◆ **Activity**
Reply with one number: the count of lines in the records below that hold "options".

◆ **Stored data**

++++++

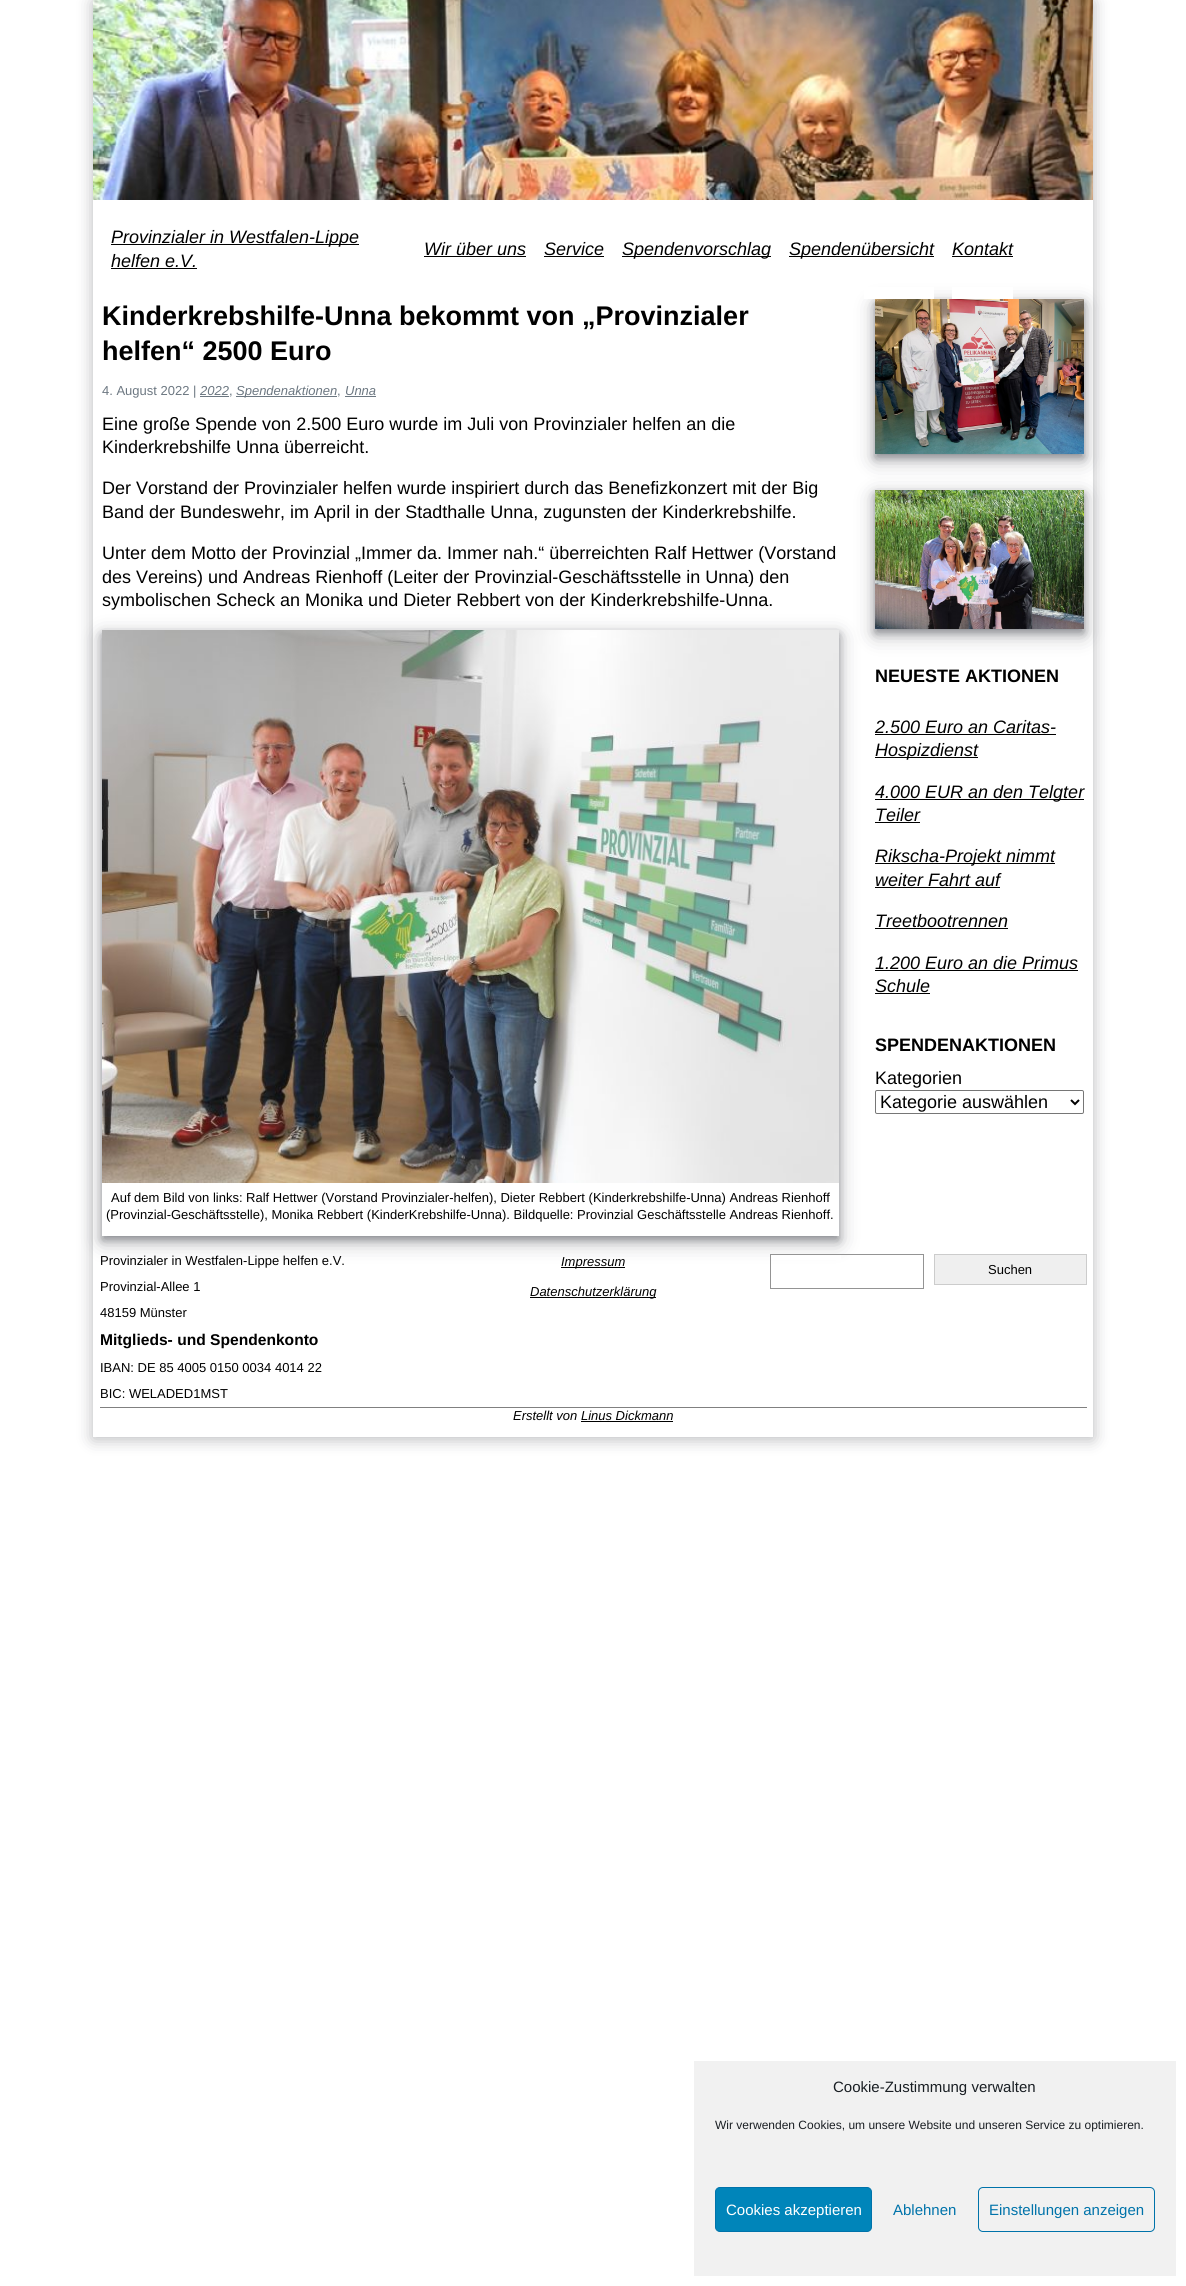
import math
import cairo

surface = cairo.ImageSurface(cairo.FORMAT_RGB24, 1186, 2286)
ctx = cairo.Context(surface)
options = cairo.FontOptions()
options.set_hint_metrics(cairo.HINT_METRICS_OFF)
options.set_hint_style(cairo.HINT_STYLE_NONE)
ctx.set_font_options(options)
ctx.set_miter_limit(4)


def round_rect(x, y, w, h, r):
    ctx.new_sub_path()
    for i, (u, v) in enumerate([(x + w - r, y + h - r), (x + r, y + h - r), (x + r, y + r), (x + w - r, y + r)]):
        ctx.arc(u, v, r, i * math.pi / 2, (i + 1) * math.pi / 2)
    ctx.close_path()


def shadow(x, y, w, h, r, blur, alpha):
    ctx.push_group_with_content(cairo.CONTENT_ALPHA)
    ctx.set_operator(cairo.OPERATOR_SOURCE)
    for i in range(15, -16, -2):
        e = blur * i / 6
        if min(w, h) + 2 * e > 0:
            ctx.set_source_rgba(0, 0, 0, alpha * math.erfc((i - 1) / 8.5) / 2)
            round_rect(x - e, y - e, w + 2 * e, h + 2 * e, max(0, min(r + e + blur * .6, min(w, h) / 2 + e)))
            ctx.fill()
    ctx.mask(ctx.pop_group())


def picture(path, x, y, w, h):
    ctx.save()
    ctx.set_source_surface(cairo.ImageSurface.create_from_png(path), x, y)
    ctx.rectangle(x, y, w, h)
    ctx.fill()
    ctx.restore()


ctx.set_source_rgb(1, 1, 1)
ctx.paint()
ctx.save()
ctx.set_fill_rule(cairo.FILL_RULE_EVEN_ODD)
ctx.new_path()
ctx.move_to(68, 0)
ctx.line_to(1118, 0)
ctx.line_to(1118, 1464)
ctx.line_to(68, 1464)
ctx.close_path()
ctx.move_to(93, 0)
ctx.line_to(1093, 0)
ctx.line_to(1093, 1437)
ctx.line_to(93, 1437)
ctx.close_path()
ctx.clip()
ctx.set_source_rgb(0.055, 0.071, 0.106)
shadow(93, 2, 1000, 1437, 0, 8, 0.3)
ctx.restore()
picture("img1.png", 93, 0, 1000, 200)
ctx.set_source_rgb(0, 0, 0)
ctx.rectangle(111, 244, 248, 1)
ctx.fill()
ctx.select_font_face("Liberation Sans", cairo.FONT_SLANT_ITALIC)
ctx.set_font_size(18)
ctx.move_to(111, 243)
ctx.show_text("Provinzialer in Westfalen-Lippe")
ctx.move_to(111, 267)
ctx.show_text("helfen e.V.")
ctx.rectangle(111, 268, 86, 1)
ctx.fill()
ctx.move_to(424, 255)
ctx.show_text("Wir über uns")
ctx.rectangle(424, 256, 102, 1)
ctx.fill()
ctx.move_to(544, 255)
ctx.show_text("Service")
ctx.rectangle(544, 256, 60, 1)
ctx.fill()
ctx.rectangle(622, 256, 149, 1)
ctx.fill()
ctx.move_to(622, 255)
ctx.show_text("Spendenvorschlag")
ctx.set_source_rgb(0.055, 0.071, 0.106)
shadow(875, 305, 209, 155, 0, 10, 0.3)
shadow(875, 303, 209, 155, 0, 4, 0.3)
ctx.set_source_rgb(1, 1, 1)
ctx.rectangle(864, 287, 70, 12)
ctx.fill()
ctx.set_source_rgb(0, 0, 0)
ctx.rectangle(789, 256, 145, 1)
ctx.fill()
ctx.move_to(789, 255)
ctx.show_text("Spendenübersicht")
ctx.set_source_rgb(1, 1, 1)
ctx.rectangle(952, 287, 61, 12)
ctx.fill()
ctx.set_source_rgb(0, 0, 0)
ctx.move_to(952, 255)
ctx.show_text("Kontakt")
ctx.rectangle(952, 256, 61, 1)
ctx.fill()
ctx.select_font_face("Liberation Sans", cairo.FONT_SLANT_NORMAL, cairo.FONT_WEIGHT_BOLD)
ctx.set_font_size(27)
ctx.move_to(102, 325)
ctx.show_text("Kinderkrebshilfe-Unna bekommt von „Provinzialer")
ctx.move_to(102, 360)
ctx.show_text("helfen“ 2500 Euro")
ctx.select_font_face("Liberation Sans")
ctx.set_font_size(13)
ctx.set_source_rgb(0.424, 0.467, 0.506)
ctx.move_to(102, 395)
ctx.show_text("4. August 2022 |")
ctx.select_font_face("Liberation Sans", cairo.FONT_SLANT_ITALIC)
ctx.move_to(200, 395)
ctx.show_text("2022")
ctx.select_font_face("Liberation Sans")
ctx.move_to(229, 395)
ctx.show_text(",")
ctx.rectangle(200, 396, 29, 1)
ctx.fill()
ctx.rectangle(236, 396, 101, 1)
ctx.fill()
ctx.select_font_face("Liberation Sans", cairo.FONT_SLANT_ITALIC)
ctx.move_to(236, 395)
ctx.show_text("Spendenaktionen")
ctx.select_font_face("Liberation Sans")
ctx.move_to(337, 395)
ctx.show_text(",")
ctx.rectangle(345, 396, 31, 1)
ctx.fill()
ctx.select_font_face("Liberation Sans", cairo.FONT_SLANT_ITALIC)
ctx.move_to(345, 395)
ctx.show_text("Unna")
ctx.select_font_face("Liberation Sans")
ctx.set_font_size(18)
ctx.set_source_rgb(0, 0, 0)
ctx.move_to(102, 430)
ctx.show_text("Eine große Spende von 2.500 Euro wurde im Juli von Provinzialer helfen an die")
ctx.move_to(102, 453)
ctx.show_text("Kinderkrebshilfe Unna überreicht.")
ctx.move_to(102, 494)
ctx.show_text("Der Vorstand der Provinzialer helfen wurde inspiriert durch das Benefizkonzert mit der Big")
ctx.move_to(102, 518)
ctx.show_text("Band der Bundeswehr, im April in der Stadthalle Unna, zugunsten der Kinderkrebshilfe.")
ctx.move_to(102, 559)
ctx.show_text("Unter dem Motto der Provinzial „Immer da. Immer nah.“ überreichten Ralf Hettwer (Vorstand")
ctx.move_to(102, 583)
ctx.show_text("des Vereins) und Andreas Rienhoff (Leiter der Provinzial-Geschäftsstelle in Unna) den")
ctx.save()
ctx.set_fill_rule(cairo.FILL_RULE_EVEN_ODD)
ctx.new_path()
ctx.move_to(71, 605)
ctx.line_to(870, 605)
ctx.line_to(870, 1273)
ctx.line_to(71, 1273)
ctx.close_path()
ctx.move_to(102, 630)
ctx.line_to(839, 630)
ctx.line_to(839, 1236)
ctx.line_to(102, 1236)
ctx.close_path()
ctx.clip()
ctx.set_source_rgb(0.055, 0.071, 0.106)
shadow(102, 636, 737, 606, 0, 10, 0.3)
ctx.restore()
ctx.move_to(102, 606)
ctx.show_text("symbolischen Scheck an Monika und Dieter Rebbert von der Kinderkrebshilfe-Unna.")
ctx.save()
ctx.set_fill_rule(cairo.FILL_RULE_EVEN_ODD)
ctx.new_path()
ctx.move_to(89, 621)
ctx.line_to(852, 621)
ctx.line_to(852, 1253)
ctx.line_to(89, 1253)
ctx.close_path()
ctx.move_to(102, 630)
ctx.line_to(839, 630)
ctx.line_to(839, 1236)
ctx.line_to(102, 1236)
ctx.close_path()
ctx.clip()
ctx.set_source_rgb(0.055, 0.071, 0.106)
shadow(102, 634, 737, 606, 0, 4, 0.3)
ctx.restore()
picture("img2.png", 102, 630, 737, 553)
ctx.set_font_size(13)
ctx.move_to(111, 1202)
ctx.show_text("Auf dem Bild von links: Ralf Hettwer (Vorstand Provinzialer-helfen), Dieter Rebbert (Kinderkrebshilfe-Unna) Andreas Rienhoff")
ctx.move_to(106, 1219)
ctx.show_text("(Provinzial-Geschäftsstelle), Monika Rebbert (KinderKrebshilfe-Unna). Bildquelle: Provinzial Geschäftsstelle Andreas Rienhoff.")
picture("img3.png", 875, 299, 209, 155)
ctx.set_source_rgb(0.055, 0.071, 0.106)
shadow(875, 496, 209, 139, 0, 10, 0.3)
shadow(875, 494, 209, 139, 0, 4, 0.3)
picture("img4.png", 875, 490, 209, 139)
ctx.select_font_face("Liberation Sans", cairo.FONT_SLANT_NORMAL, cairo.FONT_WEIGHT_BOLD)
ctx.set_font_size(18)
ctx.set_source_rgb(0, 0, 0)
ctx.move_to(875, 682)
ctx.show_text("NEUESTE AKTIONEN")
ctx.select_font_face("Liberation Sans", cairo.FONT_SLANT_ITALIC)
ctx.move_to(875, 733)
ctx.show_text("2.500 Euro an Caritas-")
ctx.rectangle(875, 734, 181, 1)
ctx.fill()
ctx.rectangle(875, 757, 103, 1)
ctx.fill()
ctx.move_to(875, 756)
ctx.show_text("Hospizdienst")
ctx.rectangle(875, 799, 209, 1)
ctx.fill()
ctx.move_to(875, 798)
ctx.show_text("4.000 EUR an den Telgter")
ctx.move_to(875, 821)
ctx.show_text("Teiler")
ctx.rectangle(875, 822, 45, 1)
ctx.fill()
ctx.rectangle(875, 863, 180, 1)
ctx.fill()
ctx.move_to(875, 862)
ctx.show_text("Rikscha-Projekt nimmt")
ctx.move_to(875, 886)
ctx.show_text("weiter Fahrt auf")
ctx.rectangle(875, 887, 125, 1)
ctx.fill()
ctx.move_to(875, 927)
ctx.show_text("Treetbootrennen")
ctx.rectangle(875, 928, 133, 1)
ctx.fill()
ctx.move_to(875, 969)
ctx.show_text("1.200 Euro an die Primus")
ctx.rectangle(875, 970, 203, 1)
ctx.fill()
ctx.move_to(875, 992)
ctx.show_text("Schule")
ctx.rectangle(875, 993, 55, 1)
ctx.fill()
ctx.select_font_face("Liberation Sans", cairo.FONT_SLANT_NORMAL, cairo.FONT_WEIGHT_BOLD)
ctx.move_to(875, 1051)
ctx.show_text("SPENDENAKTIONEN")
ctx.select_font_face("Liberation Sans")
ctx.move_to(875, 1084)
ctx.show_text("Kategorien")
round_rect(875.5, 1090.5, 208, 23, 1.5)
ctx.set_source_rgb(0.463, 0.463, 0.463)
ctx.set_line_width(1)
ctx.stroke()
ctx.new_path()
ctx.move_to(1071, 1100)
ctx.line_to(1075, 1104)
ctx.line_to(1079, 1100)
ctx.set_source_rgb(0, 0, 0)
ctx.set_line_width(2)
ctx.stroke()
ctx.move_to(880, 1108)
ctx.show_text("Kategorie auswählen")
ctx.set_font_size(13)
ctx.move_to(100, 1265)
ctx.show_text("Provinzialer in Westfalen-Lippe helfen e.V.")
ctx.move_to(100, 1291)
ctx.show_text("Provinzial-Allee 1")
ctx.move_to(100, 1317)
ctx.show_text("48159 Münster")
ctx.select_font_face("Liberation Sans", cairo.FONT_SLANT_NORMAL, cairo.FONT_WEIGHT_BOLD)
ctx.set_font_size(15.6)
ctx.move_to(100, 1345)
ctx.show_text("Mitglieds- und Spendenkonto")
ctx.select_font_face("Liberation Sans")
ctx.set_font_size(13)
ctx.move_to(100, 1372)
ctx.show_text("IBAN: DE 85 4005 0150 0034 4014 22")
ctx.move_to(100, 1398)
ctx.show_text("BIC: WELADED1MST")
ctx.rectangle(561, 1267, 64, 1)
ctx.fill()
ctx.select_font_face("Liberation Sans", cairo.FONT_SLANT_ITALIC)
ctx.move_to(561, 1266)
ctx.show_text("Impressum")
ctx.rectangle(530, 1297, 126, 1)
ctx.fill()
ctx.move_to(530, 1296)
ctx.show_text("Datenschutzerklärung")
ctx.set_source_rgb(1, 1, 1)
ctx.rectangle(771, 1255, 70, 5)
ctx.fill()
ctx.rectangle(770.5, 1254.5, 153, 34)
ctx.set_source_rgb(0.58, 0.58, 0.58)
ctx.set_line_width(1)
ctx.stroke()
ctx.set_source_rgb(0.937, 0.937, 0.937)
ctx.rectangle(934.5, 1254.5, 152, 30)
ctx.fill_preserve()
ctx.set_source_rgb(0.8, 0.8, 0.8)
ctx.stroke()
ctx.select_font_face("Liberation Sans")
ctx.set_source_rgb(0, 0, 0)
ctx.move_to(988, 1274)
ctx.show_text("Suchen")
ctx.set_source_rgb(0.502, 0.502, 0.502)
ctx.rectangle(100, 1407, 987, 1)
ctx.fill()
ctx.select_font_face("Liberation Sans", cairo.FONT_SLANT_ITALIC)
ctx.set_source_rgb(0, 0, 0)
ctx.move_to(513, 1420)
ctx.show_text("Erstellt von Linus Dickmann")
ctx.rectangle(581, 1421, 92, 1)
ctx.fill()
ctx.set_source_rgb(0.945, 0.945, 0.945)
ctx.rectangle(694, 2061, 482, 215)
ctx.fill()
ctx.select_font_face("Liberation Sans")
ctx.set_font_size(15)
ctx.set_source_rgb(0.098, 0.118, 0.137)
ctx.move_to(833, 2092)
ctx.show_text("Cookie-Zustimmung verwalten")
ctx.set_font_size(12)
ctx.move_to(715, 2129)
ctx.show_text("Wir verwenden Cookies, um unsere Website und unseren Service zu optimieren.")
ctx.set_source_rgb(0, 0.522, 0.729)
round_rect(715.5, 2187.5, 156, 44, 4.5)
ctx.fill_preserve()
ctx.set_source_rgb(0, 0.451, 0.667)
ctx.stroke()
ctx.set_font_size(15)
ctx.set_source_rgb(1, 1, 1)
ctx.move_to(726, 2215)
ctx.show_text("Cookies akzeptieren")
ctx.set_source_rgb(0, 0.451, 0.667)
ctx.move_to(893, 2215)
ctx.show_text("Ablehnen")
round_rect(978.5, 2187.5, 176, 44, 4.5)
ctx.stroke()
ctx.move_to(989, 2215)
ctx.show_text("Einstellungen anzeigen")
surface.write_to_png("page.png")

++++++

◆ **Solution to the exercise**
4